#### WORK ITEM
Within the data below, state how many lines contain the string "points". Provide the number only.

DATA SHOWN START

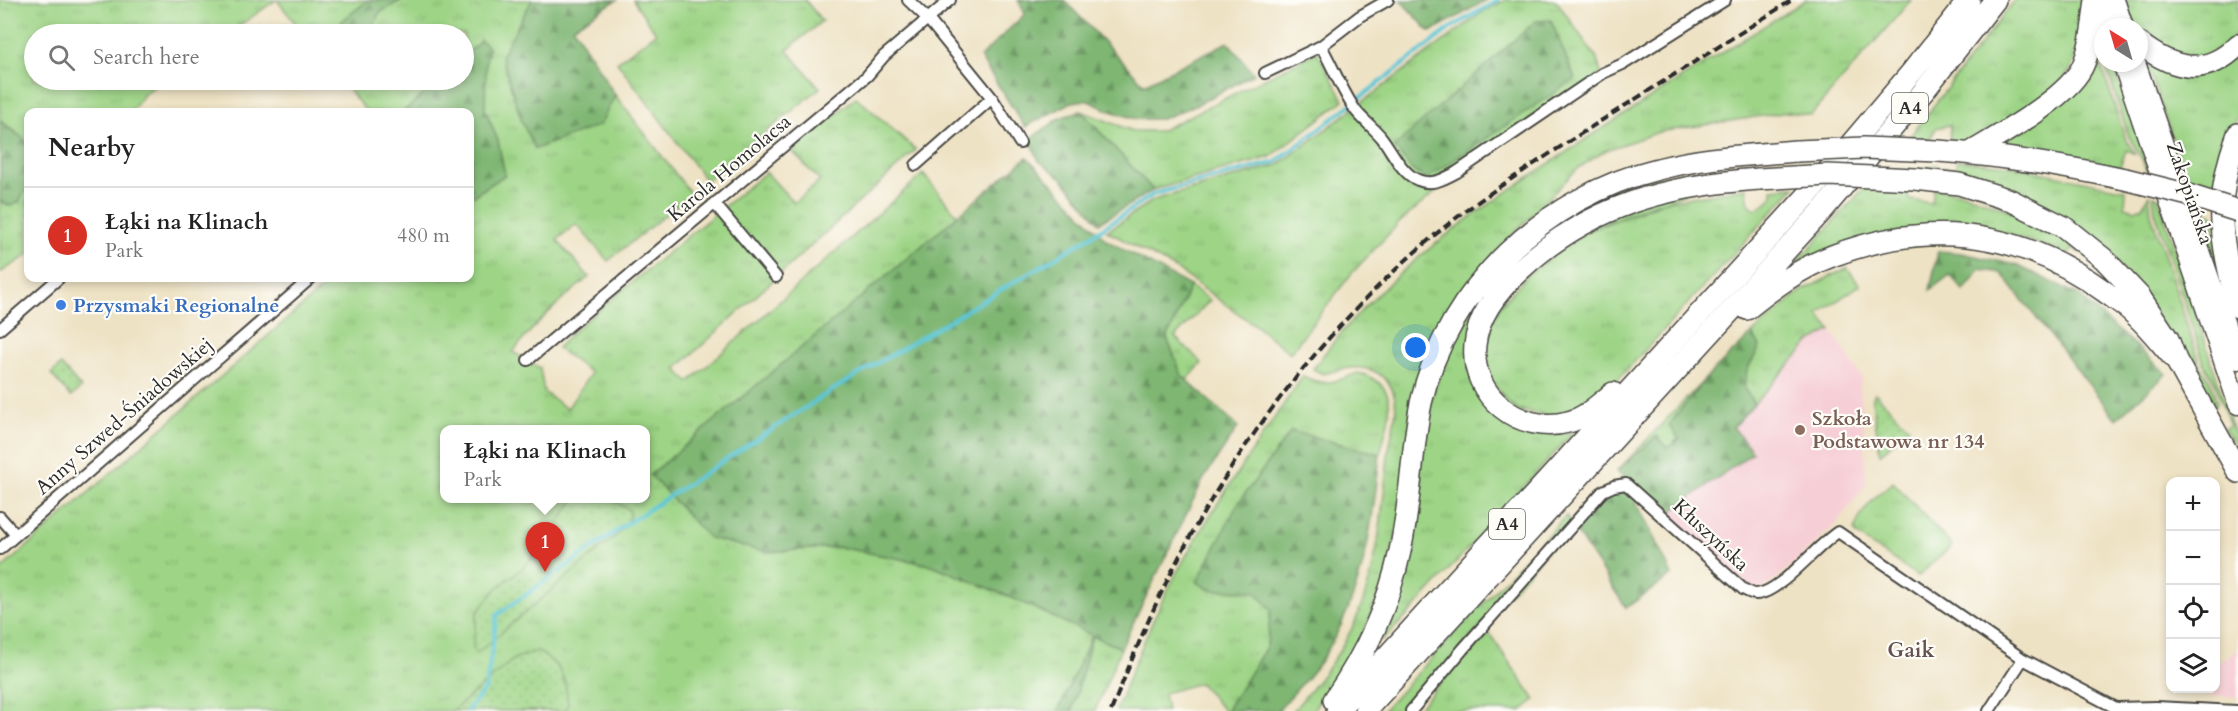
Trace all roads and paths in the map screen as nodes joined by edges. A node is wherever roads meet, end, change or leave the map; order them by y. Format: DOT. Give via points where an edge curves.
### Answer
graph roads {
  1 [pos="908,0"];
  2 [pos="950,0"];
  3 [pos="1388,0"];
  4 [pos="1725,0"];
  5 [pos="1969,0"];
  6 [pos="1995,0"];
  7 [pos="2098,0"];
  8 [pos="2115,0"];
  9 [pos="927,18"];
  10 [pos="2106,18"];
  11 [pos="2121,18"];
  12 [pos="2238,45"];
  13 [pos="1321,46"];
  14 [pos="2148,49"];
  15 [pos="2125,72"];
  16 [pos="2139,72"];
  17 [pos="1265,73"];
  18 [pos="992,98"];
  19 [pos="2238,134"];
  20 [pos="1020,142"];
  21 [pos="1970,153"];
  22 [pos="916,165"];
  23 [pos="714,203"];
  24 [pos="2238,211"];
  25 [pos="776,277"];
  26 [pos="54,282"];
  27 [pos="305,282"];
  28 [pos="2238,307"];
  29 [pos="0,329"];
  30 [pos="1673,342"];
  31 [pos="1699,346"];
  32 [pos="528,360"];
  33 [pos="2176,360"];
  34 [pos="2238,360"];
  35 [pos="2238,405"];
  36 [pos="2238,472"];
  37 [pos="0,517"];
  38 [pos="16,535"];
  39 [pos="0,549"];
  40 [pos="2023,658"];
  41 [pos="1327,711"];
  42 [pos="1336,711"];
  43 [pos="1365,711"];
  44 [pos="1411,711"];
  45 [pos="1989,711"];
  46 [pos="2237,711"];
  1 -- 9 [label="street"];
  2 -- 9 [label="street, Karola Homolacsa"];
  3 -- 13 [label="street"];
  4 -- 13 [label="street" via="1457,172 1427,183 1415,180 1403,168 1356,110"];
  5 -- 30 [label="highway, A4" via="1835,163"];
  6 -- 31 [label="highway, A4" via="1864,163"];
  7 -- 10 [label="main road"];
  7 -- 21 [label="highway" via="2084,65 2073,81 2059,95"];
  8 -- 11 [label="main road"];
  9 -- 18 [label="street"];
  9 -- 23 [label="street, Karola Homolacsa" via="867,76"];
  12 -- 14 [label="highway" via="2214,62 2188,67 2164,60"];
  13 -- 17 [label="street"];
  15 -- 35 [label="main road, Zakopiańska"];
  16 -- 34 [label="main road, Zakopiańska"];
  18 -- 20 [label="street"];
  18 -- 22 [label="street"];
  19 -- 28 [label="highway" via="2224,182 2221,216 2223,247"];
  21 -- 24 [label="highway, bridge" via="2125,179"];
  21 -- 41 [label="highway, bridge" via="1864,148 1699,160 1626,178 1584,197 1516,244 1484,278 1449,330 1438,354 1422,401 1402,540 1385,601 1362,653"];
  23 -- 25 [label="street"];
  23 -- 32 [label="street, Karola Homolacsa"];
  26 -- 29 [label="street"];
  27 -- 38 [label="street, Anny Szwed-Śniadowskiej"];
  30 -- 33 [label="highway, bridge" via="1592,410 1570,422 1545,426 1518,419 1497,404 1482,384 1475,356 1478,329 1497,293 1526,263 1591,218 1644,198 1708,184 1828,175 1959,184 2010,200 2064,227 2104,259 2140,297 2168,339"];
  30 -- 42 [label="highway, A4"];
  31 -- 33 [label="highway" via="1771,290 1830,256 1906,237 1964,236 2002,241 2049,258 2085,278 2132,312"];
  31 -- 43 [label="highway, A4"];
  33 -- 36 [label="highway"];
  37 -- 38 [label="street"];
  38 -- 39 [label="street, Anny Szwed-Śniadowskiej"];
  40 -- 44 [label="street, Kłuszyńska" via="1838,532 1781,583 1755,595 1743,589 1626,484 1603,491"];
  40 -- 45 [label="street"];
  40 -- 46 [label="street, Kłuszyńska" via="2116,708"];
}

DATA SHOWN END
DATA SHOWN START

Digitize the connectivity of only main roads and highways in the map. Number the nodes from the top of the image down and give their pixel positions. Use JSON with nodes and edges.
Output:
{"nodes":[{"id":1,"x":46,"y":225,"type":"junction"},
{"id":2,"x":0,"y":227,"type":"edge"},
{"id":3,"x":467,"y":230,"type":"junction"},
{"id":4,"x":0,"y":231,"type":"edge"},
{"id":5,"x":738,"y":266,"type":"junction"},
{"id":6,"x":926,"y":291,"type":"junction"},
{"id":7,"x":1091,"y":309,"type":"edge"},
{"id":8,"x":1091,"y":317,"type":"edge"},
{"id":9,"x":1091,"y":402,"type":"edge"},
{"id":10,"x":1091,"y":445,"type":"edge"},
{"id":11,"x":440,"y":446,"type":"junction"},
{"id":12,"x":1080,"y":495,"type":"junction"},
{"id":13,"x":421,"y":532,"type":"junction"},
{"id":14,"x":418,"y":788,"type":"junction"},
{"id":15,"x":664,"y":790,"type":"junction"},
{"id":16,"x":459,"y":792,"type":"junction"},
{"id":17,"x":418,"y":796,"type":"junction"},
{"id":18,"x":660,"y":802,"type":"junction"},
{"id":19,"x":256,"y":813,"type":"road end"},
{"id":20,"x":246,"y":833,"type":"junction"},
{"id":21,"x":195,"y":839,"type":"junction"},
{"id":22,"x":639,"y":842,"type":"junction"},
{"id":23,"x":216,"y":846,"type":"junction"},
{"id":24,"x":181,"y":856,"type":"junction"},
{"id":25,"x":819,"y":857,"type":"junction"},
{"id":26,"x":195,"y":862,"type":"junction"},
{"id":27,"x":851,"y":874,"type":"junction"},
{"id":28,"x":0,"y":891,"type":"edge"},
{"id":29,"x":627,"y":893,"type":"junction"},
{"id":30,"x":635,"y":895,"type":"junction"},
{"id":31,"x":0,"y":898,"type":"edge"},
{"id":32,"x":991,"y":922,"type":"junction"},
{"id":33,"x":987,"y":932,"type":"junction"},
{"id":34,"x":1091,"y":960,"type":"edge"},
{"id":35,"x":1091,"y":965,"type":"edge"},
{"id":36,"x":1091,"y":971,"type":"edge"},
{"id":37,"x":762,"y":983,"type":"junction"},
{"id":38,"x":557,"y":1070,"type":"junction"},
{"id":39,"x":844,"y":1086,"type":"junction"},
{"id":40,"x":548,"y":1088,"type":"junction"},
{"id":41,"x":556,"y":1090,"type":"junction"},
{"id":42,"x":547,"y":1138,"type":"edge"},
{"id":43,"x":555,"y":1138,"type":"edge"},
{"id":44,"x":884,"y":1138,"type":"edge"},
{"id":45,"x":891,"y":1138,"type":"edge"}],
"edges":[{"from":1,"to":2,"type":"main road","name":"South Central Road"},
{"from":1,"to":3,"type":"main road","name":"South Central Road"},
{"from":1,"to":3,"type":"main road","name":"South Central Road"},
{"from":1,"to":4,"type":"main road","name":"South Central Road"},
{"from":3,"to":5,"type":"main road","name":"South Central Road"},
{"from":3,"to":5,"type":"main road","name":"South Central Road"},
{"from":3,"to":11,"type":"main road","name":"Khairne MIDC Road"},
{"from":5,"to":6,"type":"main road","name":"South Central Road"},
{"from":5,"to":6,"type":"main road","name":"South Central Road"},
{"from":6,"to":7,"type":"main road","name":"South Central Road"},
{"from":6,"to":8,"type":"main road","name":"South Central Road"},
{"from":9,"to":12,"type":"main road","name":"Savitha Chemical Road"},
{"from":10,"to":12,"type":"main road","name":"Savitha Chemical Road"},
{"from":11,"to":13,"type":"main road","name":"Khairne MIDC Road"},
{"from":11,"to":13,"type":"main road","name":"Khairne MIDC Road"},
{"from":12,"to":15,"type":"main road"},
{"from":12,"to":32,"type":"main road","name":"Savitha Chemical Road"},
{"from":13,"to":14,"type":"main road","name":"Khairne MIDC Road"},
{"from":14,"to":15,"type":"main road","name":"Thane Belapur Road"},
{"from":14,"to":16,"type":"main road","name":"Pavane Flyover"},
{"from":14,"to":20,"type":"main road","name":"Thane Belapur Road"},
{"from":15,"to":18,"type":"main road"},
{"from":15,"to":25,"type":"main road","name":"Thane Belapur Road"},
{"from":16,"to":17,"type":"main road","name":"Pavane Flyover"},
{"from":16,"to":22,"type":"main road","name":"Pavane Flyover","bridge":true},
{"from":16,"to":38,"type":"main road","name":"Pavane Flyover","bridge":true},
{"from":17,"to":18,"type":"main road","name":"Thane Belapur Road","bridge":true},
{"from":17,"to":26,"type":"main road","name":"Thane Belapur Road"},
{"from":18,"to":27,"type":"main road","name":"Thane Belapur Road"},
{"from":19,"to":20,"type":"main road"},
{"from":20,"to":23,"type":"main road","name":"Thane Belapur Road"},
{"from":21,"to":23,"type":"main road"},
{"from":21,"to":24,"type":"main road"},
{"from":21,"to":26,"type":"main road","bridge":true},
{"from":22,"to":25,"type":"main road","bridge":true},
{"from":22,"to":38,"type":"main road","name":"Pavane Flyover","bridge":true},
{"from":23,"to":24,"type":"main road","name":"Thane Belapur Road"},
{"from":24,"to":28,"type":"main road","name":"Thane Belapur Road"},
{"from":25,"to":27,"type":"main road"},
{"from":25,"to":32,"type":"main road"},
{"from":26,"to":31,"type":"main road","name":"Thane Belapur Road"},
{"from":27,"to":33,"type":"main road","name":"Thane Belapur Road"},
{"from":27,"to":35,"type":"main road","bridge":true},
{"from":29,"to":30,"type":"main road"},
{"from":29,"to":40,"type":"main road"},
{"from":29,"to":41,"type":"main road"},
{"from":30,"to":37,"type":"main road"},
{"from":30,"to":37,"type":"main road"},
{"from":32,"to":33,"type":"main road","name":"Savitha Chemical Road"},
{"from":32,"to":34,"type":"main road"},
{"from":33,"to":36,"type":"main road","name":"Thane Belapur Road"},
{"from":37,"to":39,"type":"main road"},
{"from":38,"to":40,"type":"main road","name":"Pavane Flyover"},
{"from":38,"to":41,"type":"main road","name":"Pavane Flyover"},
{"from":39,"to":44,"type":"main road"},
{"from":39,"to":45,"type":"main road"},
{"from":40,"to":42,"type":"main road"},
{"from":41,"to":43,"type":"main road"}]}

DATA SHOWN END
DATA SHOWN START

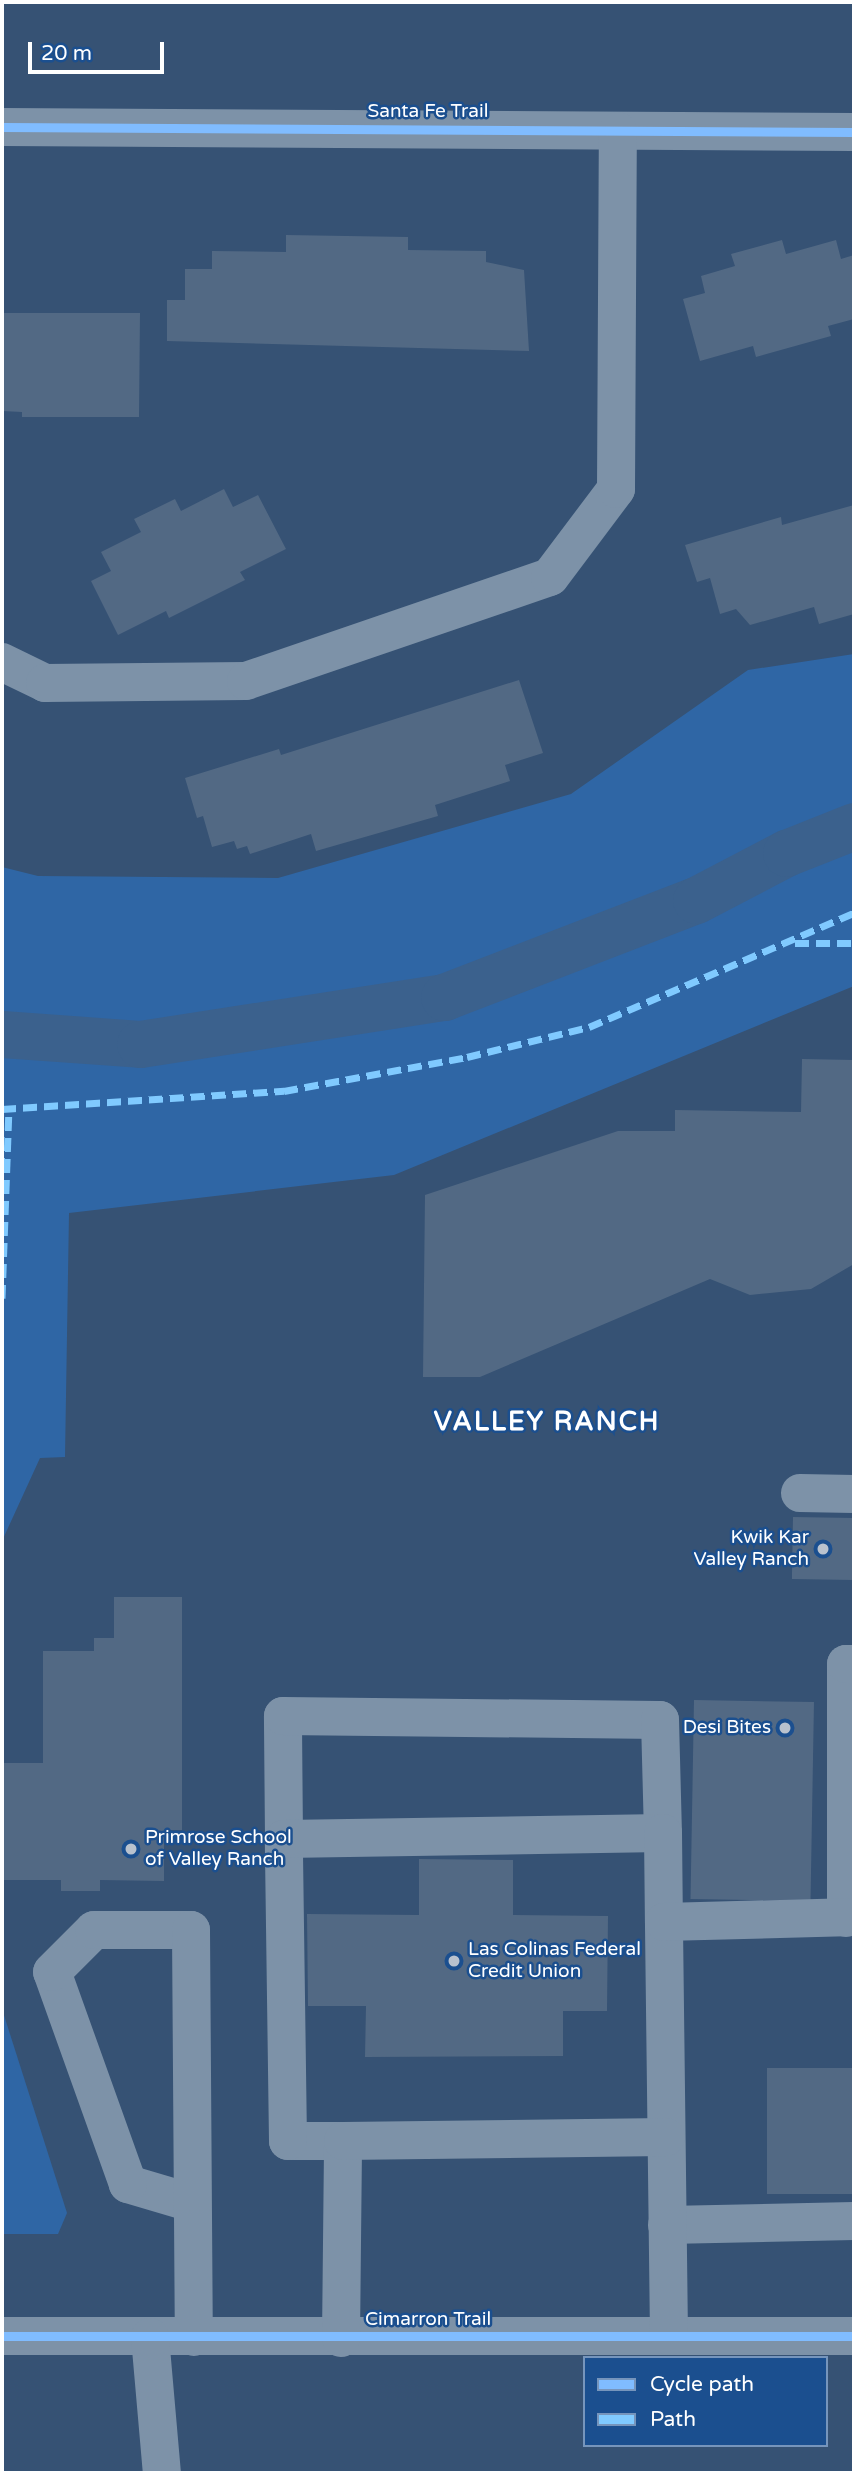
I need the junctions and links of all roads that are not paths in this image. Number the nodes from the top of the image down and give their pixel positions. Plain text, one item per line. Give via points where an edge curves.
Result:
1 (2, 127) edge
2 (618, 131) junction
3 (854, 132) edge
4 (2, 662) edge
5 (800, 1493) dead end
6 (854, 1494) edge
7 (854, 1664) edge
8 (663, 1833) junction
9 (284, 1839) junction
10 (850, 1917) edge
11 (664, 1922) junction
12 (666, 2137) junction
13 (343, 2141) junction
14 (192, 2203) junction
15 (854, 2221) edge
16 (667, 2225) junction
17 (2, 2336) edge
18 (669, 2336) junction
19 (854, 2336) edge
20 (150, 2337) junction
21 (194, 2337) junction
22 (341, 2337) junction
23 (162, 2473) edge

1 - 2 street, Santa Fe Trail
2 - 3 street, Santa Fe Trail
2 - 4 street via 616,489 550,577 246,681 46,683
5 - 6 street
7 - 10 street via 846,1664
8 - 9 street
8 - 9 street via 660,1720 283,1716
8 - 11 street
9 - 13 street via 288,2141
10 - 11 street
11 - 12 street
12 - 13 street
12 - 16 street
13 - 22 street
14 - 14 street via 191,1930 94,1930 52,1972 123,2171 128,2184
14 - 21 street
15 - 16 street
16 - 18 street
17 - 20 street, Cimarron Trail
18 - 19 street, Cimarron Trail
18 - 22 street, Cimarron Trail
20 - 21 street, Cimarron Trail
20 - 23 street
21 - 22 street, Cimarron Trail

DATA SHOWN END

#### RESULT OF THE TASK
2